If the answer is nothing, the party is going to wind up with nothing to spend money on very quickly. So you're either going to have to bring magic armor back, or create a functionally similar equivalent that does the same thing only isn't magic... which is just semantics at that point anyway. Maybe a "super Masterwork" or something.
If you don't, then after a couple of levels there will be no items left to give out that they'll find useful.
Feats
You mentioned trying to fix the armor problem above with feats. The problem with that is that those feats will be mandatory. Anybody who doesn't take enough Dex to pick up Dodge will be in a world of hurt later if Dodge is one of the only scaling ways to boost your AC later in the game.
So if you do make some feats have scaling armor bonuses, people will have to take them. That's going to make every character pretty much identical in feat selection, because they have no choice if they want to get more AC and thus survive.
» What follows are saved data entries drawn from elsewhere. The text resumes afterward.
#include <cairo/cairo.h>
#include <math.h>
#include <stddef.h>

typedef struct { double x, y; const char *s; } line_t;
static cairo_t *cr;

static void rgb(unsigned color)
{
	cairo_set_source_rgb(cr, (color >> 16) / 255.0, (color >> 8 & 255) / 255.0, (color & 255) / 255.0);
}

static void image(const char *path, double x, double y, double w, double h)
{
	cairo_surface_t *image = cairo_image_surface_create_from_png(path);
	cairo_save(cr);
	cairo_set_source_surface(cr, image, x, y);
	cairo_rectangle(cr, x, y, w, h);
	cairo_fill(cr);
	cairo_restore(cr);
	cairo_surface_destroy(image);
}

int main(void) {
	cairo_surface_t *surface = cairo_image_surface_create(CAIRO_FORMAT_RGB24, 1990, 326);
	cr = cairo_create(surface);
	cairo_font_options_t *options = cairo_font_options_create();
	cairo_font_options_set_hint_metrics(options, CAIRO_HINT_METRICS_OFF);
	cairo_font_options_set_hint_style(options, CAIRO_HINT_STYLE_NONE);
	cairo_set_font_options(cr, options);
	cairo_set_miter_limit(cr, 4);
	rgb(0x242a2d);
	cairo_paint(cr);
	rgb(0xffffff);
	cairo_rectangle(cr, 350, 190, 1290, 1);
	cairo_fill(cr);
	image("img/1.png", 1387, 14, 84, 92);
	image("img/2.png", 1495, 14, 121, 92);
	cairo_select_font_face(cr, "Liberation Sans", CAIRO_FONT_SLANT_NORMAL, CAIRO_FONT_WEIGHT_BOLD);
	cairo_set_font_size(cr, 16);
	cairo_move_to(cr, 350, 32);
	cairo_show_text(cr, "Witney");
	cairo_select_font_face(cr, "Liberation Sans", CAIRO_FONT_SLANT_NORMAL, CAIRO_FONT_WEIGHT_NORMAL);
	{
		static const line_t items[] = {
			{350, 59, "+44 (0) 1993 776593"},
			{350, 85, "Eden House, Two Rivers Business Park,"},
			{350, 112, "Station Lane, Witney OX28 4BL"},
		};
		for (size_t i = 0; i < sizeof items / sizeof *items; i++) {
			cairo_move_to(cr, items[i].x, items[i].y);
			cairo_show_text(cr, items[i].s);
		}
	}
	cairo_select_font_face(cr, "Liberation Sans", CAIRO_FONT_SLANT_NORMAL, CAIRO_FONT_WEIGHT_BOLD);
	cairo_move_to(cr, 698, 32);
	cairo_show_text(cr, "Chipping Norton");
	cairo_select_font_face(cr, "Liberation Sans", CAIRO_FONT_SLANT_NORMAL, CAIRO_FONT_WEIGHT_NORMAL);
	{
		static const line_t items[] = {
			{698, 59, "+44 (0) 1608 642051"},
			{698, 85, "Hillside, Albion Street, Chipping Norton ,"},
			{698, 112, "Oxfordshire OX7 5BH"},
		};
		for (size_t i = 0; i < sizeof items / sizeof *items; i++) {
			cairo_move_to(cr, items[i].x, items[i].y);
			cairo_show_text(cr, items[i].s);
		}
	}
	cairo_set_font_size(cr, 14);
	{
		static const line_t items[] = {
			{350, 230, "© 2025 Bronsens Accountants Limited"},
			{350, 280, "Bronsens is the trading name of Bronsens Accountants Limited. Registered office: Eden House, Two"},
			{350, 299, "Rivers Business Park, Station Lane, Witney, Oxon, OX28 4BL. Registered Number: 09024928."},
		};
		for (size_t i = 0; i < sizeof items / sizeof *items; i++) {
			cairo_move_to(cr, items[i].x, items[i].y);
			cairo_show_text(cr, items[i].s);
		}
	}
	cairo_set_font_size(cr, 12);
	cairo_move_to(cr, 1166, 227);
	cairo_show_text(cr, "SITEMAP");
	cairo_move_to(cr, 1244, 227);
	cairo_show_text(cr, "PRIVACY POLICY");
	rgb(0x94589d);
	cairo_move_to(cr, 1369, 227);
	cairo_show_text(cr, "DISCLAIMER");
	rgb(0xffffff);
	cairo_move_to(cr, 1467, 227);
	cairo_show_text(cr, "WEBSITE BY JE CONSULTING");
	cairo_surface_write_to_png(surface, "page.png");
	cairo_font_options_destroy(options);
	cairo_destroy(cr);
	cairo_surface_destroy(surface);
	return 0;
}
How do they Recover After Combat?
You noted this problem already. The normal rules for this will be unworkable fairly quickly, unless you want to just do one fight a week. The simplest houserule is to allow Heal to fully recover HP after a couple hours out of combat.
Don't Do This
I could go on, because there's more problems than the ones I listed. But really... don't do this. You're trying to use the system opposite the way it was designed to be used, and the system doesn't like it. Magic items are so baked in that you can't remove them. At best, you'd have to replace them with non-magic equivalents, at which point you're not actually accomplishing a whole lot. The entire game is balanced around these things existing.
If you don't replace the magic items with functional equivalents, you'll have to throw out a huge pile of monsters because the party simply can't fight them. You'll have to rework mechanics, alter rules, figure out what in the world to give out for loot past level 3, and effectively be making so many changes that you're now playing your own system and not Pathfinder.
Alternative - Low Magic Game
What you could do is a low magic game. That is, nobody is allowed to play full spellcasters (Wizard, Cleric, Druid, etc, but Paladins and Rangers are in), and magic items are rarer or harder to create than usual (we had around 50% normal wealth for our level). In that case the party has less access to spells and magic items, but can still get them. If you do that, you can get by using monsters with lower CRs, and the list of stuff you just can't use is much, much smaller. The party still has items to buy and loot to find, and when +2 flaming magic swords are rare, finding one is a big deal.
I've played in a game like that, and it can work fairly well. The DM has to be on the ball about monster selection and encounter design of course, and the party has to choose how to spend their more limited magic item wealth very carefully. But the game still works, and it gets the feel you're looking for.
If you really, really want a no-magic game, I can't recommend strongly enough that you pick a different system. One designed for that, and there's lots of them. That would be another question, with the system recommendation tag.